During the meal, we talked of how the couple came to Christ and how they met, before transitioning into a discussion of their ministry. At this point, Vardan did not hide his plans to include me in their work.
“What is your calling?” he asked me bluntly.
To be honest, I was caught off guard, and wished I had a solid answer. Really, all I could say was that I hoped to discover that in Armenia.
“I was 24 when God revealed his will to me,” Vardan said. “When is your birthday?” he asked.
“September,” I responded rather sheepishly. In September, I turn 24. That is also the time I will return to Yerevan from my summer in Gyumri.
He smiled knowingly, before telling me how he hoped I would lead an English Bible study for young people, teach English to children and help in other ways with Jah (Torch), his ministry. I can’t wait.
Mid-way through dinner, Araks, the Blbulyans’ 22-year-old daughter, joined us and we all had a merry time. Vardan told her of his plans to throw me a birthday party, and I just felt so incredibly warm inside at the knowledge of this little trio that had become my instant Armenian family.
At the end of the night, as we discussed holidays and cultural celebrations over coffee and ice cream, Vardan became entranced by an adorable three-year-old girl sitting across the outdoor patio from us. She was a sassy little thing, and came right over to our table, at which point Vardan kissed her hand. At first, I thought the Blbulyans knew the family. They didn’t.
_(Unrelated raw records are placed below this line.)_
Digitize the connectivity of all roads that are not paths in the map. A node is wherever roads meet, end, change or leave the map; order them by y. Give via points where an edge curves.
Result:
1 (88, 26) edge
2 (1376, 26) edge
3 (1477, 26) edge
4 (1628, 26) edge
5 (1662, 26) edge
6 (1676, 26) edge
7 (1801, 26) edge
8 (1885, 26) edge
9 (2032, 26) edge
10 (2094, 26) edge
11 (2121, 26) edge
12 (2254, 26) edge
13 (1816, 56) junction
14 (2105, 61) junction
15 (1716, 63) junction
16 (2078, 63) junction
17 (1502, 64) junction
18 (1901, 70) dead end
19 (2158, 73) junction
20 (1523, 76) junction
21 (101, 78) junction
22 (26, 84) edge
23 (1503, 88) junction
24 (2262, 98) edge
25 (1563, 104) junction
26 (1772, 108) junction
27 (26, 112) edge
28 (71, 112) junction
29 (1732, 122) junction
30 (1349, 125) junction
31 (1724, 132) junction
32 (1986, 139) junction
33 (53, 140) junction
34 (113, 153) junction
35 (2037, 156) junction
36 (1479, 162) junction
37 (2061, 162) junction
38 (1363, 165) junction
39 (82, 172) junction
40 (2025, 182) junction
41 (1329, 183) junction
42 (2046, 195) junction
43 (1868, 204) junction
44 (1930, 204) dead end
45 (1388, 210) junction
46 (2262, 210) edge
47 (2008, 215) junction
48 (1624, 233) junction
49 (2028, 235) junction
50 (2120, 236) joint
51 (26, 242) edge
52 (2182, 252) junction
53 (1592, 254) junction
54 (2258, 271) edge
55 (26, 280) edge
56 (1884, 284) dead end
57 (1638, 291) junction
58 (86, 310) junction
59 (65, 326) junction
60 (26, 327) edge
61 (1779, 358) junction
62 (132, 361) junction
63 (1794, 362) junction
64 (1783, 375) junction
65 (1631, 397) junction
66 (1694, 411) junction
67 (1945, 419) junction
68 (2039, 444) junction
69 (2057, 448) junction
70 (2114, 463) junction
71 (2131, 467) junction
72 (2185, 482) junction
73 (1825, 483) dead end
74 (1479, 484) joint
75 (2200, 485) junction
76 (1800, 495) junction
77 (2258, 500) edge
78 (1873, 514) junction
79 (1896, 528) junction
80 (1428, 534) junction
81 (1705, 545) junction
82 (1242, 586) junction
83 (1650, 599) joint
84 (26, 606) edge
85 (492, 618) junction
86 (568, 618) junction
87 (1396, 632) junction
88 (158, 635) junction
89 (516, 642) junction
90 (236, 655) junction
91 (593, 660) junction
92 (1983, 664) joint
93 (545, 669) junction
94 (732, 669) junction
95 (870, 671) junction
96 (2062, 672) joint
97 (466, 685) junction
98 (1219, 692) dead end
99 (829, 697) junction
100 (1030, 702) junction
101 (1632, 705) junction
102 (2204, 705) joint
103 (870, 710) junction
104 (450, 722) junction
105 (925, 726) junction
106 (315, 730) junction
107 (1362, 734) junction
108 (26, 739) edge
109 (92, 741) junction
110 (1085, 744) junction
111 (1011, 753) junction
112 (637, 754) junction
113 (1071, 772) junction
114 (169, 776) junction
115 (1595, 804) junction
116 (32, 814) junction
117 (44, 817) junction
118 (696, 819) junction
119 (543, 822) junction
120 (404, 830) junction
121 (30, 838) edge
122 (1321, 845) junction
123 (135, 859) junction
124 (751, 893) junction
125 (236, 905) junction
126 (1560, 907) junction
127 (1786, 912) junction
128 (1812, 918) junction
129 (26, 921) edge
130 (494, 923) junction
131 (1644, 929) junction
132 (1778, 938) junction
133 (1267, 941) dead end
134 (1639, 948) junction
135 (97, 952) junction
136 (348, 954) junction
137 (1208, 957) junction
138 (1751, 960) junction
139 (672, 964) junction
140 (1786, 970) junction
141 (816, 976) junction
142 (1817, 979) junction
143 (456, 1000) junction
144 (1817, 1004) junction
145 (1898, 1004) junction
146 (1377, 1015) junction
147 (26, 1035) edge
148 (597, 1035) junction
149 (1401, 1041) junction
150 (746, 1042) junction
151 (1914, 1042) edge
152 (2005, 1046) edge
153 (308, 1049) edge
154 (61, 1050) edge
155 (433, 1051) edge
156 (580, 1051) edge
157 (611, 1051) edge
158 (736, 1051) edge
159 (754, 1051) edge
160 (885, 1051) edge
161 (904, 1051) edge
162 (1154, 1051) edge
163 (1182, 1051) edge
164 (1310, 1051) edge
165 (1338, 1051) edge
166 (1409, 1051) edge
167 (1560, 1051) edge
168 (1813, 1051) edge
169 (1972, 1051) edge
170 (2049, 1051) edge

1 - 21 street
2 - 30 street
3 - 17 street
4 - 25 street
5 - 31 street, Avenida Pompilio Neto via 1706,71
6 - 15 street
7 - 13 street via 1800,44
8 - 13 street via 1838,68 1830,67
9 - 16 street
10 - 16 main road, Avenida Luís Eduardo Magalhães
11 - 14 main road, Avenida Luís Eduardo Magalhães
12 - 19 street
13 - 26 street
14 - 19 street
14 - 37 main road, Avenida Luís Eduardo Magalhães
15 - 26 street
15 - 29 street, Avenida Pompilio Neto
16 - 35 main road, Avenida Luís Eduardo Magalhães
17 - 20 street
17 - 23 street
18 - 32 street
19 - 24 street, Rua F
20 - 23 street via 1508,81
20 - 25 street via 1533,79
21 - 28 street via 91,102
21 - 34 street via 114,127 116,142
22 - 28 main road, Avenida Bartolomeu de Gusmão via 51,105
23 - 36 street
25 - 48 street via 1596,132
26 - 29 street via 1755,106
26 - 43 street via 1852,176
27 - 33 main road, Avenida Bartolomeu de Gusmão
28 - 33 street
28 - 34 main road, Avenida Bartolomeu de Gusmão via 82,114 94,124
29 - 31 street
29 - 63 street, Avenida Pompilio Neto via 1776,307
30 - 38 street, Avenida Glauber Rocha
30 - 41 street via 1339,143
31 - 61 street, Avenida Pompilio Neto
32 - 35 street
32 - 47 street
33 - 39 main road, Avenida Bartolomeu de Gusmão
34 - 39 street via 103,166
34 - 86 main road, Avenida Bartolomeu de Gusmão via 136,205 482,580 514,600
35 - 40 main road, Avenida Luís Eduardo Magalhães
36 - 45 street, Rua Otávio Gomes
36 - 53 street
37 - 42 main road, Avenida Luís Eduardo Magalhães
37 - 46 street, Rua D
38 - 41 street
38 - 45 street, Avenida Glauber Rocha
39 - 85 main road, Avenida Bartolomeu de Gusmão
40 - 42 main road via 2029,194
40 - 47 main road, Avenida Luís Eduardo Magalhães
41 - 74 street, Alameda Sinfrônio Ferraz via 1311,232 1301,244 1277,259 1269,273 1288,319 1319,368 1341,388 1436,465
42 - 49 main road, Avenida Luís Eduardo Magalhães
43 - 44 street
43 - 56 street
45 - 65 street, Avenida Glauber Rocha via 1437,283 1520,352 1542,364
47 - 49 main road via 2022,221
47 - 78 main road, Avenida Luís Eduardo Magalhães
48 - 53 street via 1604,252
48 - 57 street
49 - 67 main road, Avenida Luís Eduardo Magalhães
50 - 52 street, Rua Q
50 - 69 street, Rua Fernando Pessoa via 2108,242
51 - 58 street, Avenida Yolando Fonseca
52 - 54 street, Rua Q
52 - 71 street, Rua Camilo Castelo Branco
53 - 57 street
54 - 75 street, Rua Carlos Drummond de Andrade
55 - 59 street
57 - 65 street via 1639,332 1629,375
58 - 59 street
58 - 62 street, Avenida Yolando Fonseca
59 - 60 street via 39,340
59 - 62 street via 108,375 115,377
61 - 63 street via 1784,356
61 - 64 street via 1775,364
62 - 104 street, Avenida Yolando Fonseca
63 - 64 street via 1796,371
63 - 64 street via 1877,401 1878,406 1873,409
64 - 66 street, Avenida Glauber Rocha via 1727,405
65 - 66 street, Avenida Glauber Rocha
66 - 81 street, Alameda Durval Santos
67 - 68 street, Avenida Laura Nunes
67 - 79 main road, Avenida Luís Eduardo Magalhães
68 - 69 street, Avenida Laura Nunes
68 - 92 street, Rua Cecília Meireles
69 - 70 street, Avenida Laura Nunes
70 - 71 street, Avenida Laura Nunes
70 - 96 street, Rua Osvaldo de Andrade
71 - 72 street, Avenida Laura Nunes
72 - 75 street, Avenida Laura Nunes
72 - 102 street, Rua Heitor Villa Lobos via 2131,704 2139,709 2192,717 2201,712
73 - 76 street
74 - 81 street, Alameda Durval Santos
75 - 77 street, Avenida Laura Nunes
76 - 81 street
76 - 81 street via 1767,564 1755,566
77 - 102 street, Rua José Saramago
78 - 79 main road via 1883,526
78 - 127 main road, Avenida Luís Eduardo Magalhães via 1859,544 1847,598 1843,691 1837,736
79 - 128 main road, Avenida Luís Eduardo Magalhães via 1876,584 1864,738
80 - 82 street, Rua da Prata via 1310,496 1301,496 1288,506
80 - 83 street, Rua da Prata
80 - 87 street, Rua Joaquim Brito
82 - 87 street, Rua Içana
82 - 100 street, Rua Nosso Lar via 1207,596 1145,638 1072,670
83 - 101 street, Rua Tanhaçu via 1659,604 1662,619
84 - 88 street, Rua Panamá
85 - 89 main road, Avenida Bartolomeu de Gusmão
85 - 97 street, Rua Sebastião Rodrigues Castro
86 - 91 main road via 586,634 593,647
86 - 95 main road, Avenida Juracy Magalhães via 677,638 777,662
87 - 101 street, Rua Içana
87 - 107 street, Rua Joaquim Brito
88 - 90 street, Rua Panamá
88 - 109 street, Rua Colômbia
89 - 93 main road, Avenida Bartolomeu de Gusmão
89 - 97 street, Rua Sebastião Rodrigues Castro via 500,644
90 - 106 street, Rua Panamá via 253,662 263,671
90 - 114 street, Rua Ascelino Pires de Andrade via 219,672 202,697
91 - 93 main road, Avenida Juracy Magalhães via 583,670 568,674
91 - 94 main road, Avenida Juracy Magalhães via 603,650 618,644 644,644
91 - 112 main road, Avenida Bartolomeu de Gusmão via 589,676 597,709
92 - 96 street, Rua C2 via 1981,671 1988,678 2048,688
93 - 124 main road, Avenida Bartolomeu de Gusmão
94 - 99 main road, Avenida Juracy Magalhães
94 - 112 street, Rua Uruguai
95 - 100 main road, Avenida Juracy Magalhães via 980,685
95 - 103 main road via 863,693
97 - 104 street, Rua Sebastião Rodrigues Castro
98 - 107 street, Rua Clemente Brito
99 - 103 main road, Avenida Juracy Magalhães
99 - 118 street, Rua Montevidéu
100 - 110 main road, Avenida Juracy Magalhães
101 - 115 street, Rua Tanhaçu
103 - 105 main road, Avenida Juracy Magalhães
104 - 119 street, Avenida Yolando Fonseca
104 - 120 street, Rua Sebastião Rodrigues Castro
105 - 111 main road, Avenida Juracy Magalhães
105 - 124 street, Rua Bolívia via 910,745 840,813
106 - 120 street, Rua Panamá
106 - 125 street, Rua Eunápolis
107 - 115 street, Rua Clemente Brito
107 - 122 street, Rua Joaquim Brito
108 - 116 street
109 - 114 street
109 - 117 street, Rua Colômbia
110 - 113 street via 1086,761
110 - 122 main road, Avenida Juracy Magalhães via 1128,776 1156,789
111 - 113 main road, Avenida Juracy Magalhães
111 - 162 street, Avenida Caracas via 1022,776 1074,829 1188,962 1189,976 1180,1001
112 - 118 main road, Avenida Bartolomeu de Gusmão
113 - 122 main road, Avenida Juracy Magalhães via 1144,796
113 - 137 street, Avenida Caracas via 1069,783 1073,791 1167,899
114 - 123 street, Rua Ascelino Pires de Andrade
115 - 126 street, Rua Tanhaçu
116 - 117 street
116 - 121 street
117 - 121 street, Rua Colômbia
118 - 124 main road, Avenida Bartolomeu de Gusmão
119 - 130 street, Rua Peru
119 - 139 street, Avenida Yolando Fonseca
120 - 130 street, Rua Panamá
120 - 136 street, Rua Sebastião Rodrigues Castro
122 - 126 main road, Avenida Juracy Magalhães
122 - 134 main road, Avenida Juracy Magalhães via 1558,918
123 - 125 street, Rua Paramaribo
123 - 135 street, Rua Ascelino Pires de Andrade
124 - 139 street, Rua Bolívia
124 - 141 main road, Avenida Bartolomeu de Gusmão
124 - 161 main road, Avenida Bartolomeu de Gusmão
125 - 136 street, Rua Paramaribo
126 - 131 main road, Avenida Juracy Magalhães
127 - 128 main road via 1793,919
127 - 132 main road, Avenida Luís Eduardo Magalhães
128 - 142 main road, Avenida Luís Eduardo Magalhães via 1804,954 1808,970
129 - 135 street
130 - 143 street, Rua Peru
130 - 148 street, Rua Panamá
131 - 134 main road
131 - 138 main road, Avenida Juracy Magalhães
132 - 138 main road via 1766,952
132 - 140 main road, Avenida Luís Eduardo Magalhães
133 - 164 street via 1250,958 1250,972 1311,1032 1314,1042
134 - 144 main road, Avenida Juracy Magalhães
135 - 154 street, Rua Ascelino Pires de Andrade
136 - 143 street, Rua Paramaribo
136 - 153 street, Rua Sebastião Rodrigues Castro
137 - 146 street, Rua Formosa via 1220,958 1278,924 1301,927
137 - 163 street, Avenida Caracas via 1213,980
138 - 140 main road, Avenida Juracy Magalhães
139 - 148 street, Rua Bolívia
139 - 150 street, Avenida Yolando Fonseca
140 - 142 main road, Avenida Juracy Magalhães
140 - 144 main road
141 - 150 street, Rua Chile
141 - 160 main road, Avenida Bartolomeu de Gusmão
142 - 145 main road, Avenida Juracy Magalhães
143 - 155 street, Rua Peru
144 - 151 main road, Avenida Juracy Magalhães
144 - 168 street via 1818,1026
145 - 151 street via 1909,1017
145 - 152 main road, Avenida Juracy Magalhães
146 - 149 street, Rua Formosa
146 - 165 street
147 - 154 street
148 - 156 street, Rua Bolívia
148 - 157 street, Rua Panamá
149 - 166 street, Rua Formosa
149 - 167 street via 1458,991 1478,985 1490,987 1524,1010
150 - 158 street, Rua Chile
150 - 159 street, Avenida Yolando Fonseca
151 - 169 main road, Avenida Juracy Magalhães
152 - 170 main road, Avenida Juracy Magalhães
“They really want grandchildren,” Araks whispered laughingly to me, nodding at her parents. I could see it! But more than that, I could see the beauty of the family-centered culture, and the openness and familial bonds that exist even between strangers. My meeting with Tigran made a bit more sense. Even still, I thought about the fact that in America, what I had observed would never happen. But here in Yerevan, Elena, as the little girl was called, danced with me, and before we left, she gave me the sweetest hug.
At the end of the evening, we walked to Jah, and Vardan gave me a tour. It was surreal to see the ministry that my family supports, and to hear of the wonderful work that is happening in Yerevan. As I stood on the breezy balcony of the top floor overlooking the sparkling nighttime vista of Yerevan, I began to anticipate how God might use me to help.
By that point, I truly did feel like the Blbulyuns’ family. As we walked through the market, they laughed as I named each piece of fruit like a 21st century Eve, giggled at my pronunciation struggles and made plans to have me visit their home. When we finally parted ways, I thought with awe at the beauty of the fact that God had placed me just a five minute walk from Jah. If barekamutyun does not describe the nature of the interconnected web of brothers and sisters in Christ that exist around the world, I don’t know what does.